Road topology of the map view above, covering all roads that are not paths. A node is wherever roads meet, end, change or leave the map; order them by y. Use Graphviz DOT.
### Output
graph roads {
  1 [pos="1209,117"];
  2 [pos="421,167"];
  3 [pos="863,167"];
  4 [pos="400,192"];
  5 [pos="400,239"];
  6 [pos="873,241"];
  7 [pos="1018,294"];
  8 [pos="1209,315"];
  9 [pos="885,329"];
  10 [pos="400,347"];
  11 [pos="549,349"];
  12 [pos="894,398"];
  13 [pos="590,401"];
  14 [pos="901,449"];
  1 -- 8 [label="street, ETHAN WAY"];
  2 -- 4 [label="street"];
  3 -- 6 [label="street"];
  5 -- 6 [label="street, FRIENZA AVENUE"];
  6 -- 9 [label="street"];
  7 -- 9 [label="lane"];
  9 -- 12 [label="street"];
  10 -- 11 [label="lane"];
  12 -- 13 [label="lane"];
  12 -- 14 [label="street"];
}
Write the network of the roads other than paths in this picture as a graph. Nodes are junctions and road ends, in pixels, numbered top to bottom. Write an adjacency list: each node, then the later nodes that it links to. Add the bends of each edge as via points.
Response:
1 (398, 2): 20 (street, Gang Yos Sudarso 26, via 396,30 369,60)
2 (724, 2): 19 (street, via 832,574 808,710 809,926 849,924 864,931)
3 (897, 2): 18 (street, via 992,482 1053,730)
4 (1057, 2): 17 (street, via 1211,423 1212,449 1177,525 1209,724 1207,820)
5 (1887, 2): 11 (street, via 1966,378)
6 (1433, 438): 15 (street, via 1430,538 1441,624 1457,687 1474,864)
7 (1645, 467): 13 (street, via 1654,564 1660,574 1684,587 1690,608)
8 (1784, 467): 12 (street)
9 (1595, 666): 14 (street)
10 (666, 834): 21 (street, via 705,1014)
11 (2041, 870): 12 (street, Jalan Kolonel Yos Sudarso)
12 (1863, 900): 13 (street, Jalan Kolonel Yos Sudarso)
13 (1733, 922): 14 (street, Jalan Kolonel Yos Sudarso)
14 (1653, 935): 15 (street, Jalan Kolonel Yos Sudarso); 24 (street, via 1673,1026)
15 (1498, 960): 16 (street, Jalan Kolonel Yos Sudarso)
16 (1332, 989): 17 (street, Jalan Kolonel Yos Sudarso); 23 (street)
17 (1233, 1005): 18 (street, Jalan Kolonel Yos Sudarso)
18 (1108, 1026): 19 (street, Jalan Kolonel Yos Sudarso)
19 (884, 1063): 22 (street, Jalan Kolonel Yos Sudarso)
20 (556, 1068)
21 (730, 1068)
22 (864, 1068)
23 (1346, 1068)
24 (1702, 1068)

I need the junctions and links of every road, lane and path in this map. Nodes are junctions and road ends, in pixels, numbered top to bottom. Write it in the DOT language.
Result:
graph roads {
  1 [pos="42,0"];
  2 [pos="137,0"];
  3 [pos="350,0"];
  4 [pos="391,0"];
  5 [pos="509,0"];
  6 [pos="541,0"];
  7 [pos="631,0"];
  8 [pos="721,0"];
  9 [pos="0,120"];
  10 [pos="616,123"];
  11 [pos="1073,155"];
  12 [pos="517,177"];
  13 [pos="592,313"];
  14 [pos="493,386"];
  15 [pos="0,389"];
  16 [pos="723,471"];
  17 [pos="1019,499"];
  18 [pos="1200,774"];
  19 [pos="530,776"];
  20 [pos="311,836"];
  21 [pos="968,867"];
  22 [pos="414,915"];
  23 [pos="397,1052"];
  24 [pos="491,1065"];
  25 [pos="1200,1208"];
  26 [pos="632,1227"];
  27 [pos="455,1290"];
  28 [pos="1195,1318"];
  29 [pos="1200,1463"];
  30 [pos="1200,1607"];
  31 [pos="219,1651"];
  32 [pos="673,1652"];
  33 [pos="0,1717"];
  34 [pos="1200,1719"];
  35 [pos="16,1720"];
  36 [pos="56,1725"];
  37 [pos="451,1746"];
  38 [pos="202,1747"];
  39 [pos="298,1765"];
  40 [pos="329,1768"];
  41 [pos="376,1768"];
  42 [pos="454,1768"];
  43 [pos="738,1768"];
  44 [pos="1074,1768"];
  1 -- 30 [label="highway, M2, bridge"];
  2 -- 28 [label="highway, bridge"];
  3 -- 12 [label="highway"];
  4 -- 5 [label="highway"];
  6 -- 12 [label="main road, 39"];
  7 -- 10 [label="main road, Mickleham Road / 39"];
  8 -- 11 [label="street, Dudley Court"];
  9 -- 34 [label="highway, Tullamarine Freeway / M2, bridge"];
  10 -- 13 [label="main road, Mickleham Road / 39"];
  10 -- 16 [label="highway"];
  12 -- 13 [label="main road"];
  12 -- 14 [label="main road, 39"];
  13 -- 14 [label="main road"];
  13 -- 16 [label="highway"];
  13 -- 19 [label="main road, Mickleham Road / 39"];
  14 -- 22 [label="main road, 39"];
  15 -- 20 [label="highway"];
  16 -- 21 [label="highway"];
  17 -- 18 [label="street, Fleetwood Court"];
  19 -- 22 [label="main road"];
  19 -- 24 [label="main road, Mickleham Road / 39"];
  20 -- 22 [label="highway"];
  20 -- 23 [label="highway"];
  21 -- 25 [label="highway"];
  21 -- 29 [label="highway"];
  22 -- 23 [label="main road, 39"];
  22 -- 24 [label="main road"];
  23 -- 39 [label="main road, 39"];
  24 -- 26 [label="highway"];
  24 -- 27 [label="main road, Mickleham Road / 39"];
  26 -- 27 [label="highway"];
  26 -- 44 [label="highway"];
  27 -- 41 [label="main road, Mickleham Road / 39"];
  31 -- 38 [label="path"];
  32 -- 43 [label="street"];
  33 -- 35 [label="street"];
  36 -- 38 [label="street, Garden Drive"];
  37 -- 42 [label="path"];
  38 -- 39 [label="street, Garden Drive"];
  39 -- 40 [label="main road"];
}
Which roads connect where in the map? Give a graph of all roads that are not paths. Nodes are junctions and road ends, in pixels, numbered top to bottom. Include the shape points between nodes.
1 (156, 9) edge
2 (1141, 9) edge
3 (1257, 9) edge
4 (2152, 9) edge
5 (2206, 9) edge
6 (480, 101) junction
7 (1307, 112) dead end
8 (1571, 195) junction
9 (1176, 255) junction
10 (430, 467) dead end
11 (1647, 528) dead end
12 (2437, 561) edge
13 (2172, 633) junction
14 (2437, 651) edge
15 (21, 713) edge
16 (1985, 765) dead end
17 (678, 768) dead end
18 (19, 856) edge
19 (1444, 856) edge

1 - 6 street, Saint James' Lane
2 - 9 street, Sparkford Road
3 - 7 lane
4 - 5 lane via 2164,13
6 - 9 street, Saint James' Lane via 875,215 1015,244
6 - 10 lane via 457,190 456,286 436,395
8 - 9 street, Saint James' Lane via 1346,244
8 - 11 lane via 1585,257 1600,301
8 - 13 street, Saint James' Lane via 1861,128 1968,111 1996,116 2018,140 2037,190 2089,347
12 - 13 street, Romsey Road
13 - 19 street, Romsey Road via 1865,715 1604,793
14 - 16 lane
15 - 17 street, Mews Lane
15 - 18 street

• [Task objective]:
Only lines containing the word "James" should be copied from the material above.

• [Written response]:
1 - 6 street, Saint James' Lane
6 - 9 street, Saint James' Lane via 875,215 1015,244
8 - 9 street, Saint James' Lane via 1346,244
8 - 13 street, Saint James' Lane via 1861,128 1968,111 1996,116 2018,140 2037,190 2089,347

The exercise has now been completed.